*** EXTRACTED DATA ***

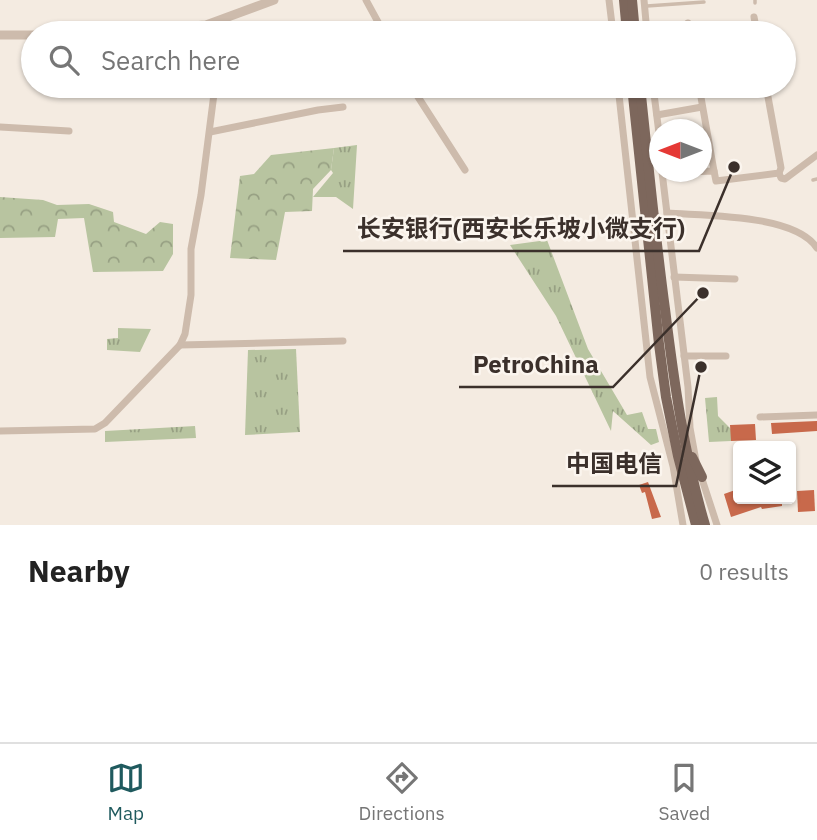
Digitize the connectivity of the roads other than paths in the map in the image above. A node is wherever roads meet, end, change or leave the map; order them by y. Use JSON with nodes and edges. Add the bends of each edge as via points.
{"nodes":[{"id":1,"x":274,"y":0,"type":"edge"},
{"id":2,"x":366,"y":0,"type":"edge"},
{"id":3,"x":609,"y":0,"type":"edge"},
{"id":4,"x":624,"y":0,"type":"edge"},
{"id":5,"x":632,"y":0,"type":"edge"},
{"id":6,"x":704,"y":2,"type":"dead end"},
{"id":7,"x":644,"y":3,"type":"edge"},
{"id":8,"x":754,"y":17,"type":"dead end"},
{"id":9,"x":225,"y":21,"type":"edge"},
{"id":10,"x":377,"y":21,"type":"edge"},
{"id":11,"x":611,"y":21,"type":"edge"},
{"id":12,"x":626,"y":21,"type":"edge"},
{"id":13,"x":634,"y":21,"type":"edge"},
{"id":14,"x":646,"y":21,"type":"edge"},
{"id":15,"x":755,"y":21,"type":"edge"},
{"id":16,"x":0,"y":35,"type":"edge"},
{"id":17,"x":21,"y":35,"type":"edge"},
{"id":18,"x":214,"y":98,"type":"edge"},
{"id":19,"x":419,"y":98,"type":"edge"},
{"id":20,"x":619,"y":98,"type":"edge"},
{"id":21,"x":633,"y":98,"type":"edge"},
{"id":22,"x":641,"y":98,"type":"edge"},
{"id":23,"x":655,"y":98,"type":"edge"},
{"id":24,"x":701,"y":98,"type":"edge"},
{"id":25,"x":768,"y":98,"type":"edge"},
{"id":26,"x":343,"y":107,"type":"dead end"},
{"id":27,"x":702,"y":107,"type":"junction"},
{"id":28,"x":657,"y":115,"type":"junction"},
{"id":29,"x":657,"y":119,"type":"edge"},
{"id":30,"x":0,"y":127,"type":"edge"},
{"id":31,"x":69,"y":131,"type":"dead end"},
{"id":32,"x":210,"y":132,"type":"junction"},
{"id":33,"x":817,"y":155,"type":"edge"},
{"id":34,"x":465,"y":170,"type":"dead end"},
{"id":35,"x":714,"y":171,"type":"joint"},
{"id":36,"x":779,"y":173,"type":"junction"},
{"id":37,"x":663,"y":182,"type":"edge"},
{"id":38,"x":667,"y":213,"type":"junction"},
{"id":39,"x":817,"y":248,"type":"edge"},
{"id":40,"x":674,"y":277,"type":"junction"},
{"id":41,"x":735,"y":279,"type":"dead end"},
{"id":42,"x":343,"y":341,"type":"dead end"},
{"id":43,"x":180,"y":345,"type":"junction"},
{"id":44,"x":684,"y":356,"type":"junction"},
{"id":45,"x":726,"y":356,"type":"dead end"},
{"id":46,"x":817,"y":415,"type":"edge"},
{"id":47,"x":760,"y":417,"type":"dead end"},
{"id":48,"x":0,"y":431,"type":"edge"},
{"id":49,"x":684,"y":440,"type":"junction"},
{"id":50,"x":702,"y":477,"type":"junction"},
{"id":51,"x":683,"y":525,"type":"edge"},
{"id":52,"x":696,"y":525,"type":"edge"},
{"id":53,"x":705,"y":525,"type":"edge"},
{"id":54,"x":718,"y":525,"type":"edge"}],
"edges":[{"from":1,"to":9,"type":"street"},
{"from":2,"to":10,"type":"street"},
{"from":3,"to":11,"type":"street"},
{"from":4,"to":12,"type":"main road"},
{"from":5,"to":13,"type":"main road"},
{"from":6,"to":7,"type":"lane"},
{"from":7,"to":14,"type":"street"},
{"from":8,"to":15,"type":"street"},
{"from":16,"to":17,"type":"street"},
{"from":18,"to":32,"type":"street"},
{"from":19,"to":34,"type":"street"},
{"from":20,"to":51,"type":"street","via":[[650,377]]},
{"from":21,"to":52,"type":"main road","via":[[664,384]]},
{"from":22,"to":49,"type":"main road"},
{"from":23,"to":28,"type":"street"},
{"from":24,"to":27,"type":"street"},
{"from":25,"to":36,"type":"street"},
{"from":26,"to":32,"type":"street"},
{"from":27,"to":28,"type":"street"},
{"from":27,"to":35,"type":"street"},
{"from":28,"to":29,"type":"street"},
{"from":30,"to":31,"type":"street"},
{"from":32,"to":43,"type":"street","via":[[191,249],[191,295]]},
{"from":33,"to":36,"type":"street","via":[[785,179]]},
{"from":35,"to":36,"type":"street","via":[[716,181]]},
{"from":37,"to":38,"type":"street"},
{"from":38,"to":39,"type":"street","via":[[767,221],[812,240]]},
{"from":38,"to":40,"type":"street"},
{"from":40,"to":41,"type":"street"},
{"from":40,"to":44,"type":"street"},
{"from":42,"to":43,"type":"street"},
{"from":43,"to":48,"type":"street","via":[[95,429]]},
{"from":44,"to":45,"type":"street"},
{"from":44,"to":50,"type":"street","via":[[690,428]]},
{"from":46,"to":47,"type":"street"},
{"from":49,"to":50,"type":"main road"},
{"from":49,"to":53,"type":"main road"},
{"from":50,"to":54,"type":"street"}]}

*** End of EXTRACTED DATA ***

EXERCISE DIRECTIONS
Now write out the data word for word, skipping every picture in it.

YOUR SOLUTION
Digitize the connectivity of the roads other than paths in the map in the image above. A node is wherever roads meet, end, change or leave the map; order them by y. Use JSON with nodes and edges. Add the bends of each edge as via points.
{"nodes":[{"id":1,"x":274,"y":0,"type":"edge"},
{"id":2,"x":366,"y":0,"type":"edge"},
{"id":3,"x":609,"y":0,"type":"edge"},
{"id":4,"x":624,"y":0,"type":"edge"},
{"id":5,"x":632,"y":0,"type":"edge"},
{"id":6,"x":704,"y":2,"type":"dead end"},
{"id":7,"x":644,"y":3,"type":"edge"},
{"id":8,"x":754,"y":17,"type":"dead end"},
{"id":9,"x":225,"y":21,"type":"edge"},
{"id":10,"x":377,"y":21,"type":"edge"},
{"id":11,"x":611,"y":21,"type":"edge"},
{"id":12,"x":626,"y":21,"type":"edge"},
{"id":13,"x":634,"y":21,"type":"edge"},
{"id":14,"x":646,"y":21,"type":"edge"},
{"id":15,"x":755,"y":21,"type":"edge"},
{"id":16,"x":0,"y":35,"type":"edge"},
{"id":17,"x":21,"y":35,"type":"edge"},
{"id":18,"x":214,"y":98,"type":"edge"},
{"id":19,"x":419,"y":98,"type":"edge"},
{"id":20,"x":619,"y":98,"type":"edge"},
{"id":21,"x":633,"y":98,"type":"edge"},
{"id":22,"x":641,"y":98,"type":"edge"},
{"id":23,"x":655,"y":98,"type":"edge"},
{"id":24,"x":701,"y":98,"type":"edge"},
{"id":25,"x":768,"y":98,"type":"edge"},
{"id":26,"x":343,"y":107,"type":"dead end"},
{"id":27,"x":702,"y":107,"type":"junction"},
{"id":28,"x":657,"y":115,"type":"junction"},
{"id":29,"x":657,"y":119,"type":"edge"},
{"id":30,"x":0,"y":127,"type":"edge"},
{"id":31,"x":69,"y":131,"type":"dead end"},
{"id":32,"x":210,"y":132,"type":"junction"},
{"id":33,"x":817,"y":155,"type":"edge"},
{"id":34,"x":465,"y":170,"type":"dead end"},
{"id":35,"x":714,"y":171,"type":"joint"},
{"id":36,"x":779,"y":173,"type":"junction"},
{"id":37,"x":663,"y":182,"type":"edge"},
{"id":38,"x":667,"y":213,"type":"junction"},
{"id":39,"x":817,"y":248,"type":"edge"},
{"id":40,"x":674,"y":277,"type":"junction"},
{"id":41,"x":735,"y":279,"type":"dead end"},
{"id":42,"x":343,"y":341,"type":"dead end"},
{"id":43,"x":180,"y":345,"type":"junction"},
{"id":44,"x":684,"y":356,"type":"junction"},
{"id":45,"x":726,"y":356,"type":"dead end"},
{"id":46,"x":817,"y":415,"type":"edge"},
{"id":47,"x":760,"y":417,"type":"dead end"},
{"id":48,"x":0,"y":431,"type":"edge"},
{"id":49,"x":684,"y":440,"type":"junction"},
{"id":50,"x":702,"y":477,"type":"junction"},
{"id":51,"x":683,"y":525,"type":"edge"},
{"id":52,"x":696,"y":525,"type":"edge"},
{"id":53,"x":705,"y":525,"type":"edge"},
{"id":54,"x":718,"y":525,"type":"edge"}],
"edges":[{"from":1,"to":9,"type":"street"},
{"from":2,"to":10,"type":"street"},
{"from":3,"to":11,"type":"street"},
{"from":4,"to":12,"type":"main road"},
{"from":5,"to":13,"type":"main road"},
{"from":6,"to":7,"type":"lane"},
{"from":7,"to":14,"type":"street"},
{"from":8,"to":15,"type":"street"},
{"from":16,"to":17,"type":"street"},
{"from":18,"to":32,"type":"street"},
{"from":19,"to":34,"type":"street"},
{"from":20,"to":51,"type":"street","via":[[650,377]]},
{"from":21,"to":52,"type":"main road","via":[[664,384]]},
{"from":22,"to":49,"type":"main road"},
{"from":23,"to":28,"type":"street"},
{"from":24,"to":27,"type":"street"},
{"from":25,"to":36,"type":"street"},
{"from":26,"to":32,"type":"street"},
{"from":27,"to":28,"type":"street"},
{"from":27,"to":35,"type":"street"},
{"from":28,"to":29,"type":"street"},
{"from":30,"to":31,"type":"street"},
{"from":32,"to":43,"type":"street","via":[[191,249],[191,295]]},
{"from":33,"to":36,"type":"street","via":[[785,179]]},
{"from":35,"to":36,"type":"street","via":[[716,181]]},
{"from":37,"to":38,"type":"street"},
{"from":38,"to":39,"type":"street","via":[[767,221],[812,240]]},
{"from":38,"to":40,"type":"street"},
{"from":40,"to":41,"type":"street"},
{"from":40,"to":44,"type":"street"},
{"from":42,"to":43,"type":"street"},
{"from":43,"to":48,"type":"street","via":[[95,429]]},
{"from":44,"to":45,"type":"street"},
{"from":44,"to":50,"type":"street","via":[[690,428]]},
{"from":46,"to":47,"type":"street"},
{"from":49,"to":50,"type":"main road"},
{"from":49,"to":53,"type":"main road"},
{"from":50,"to":54,"type":"street"}]}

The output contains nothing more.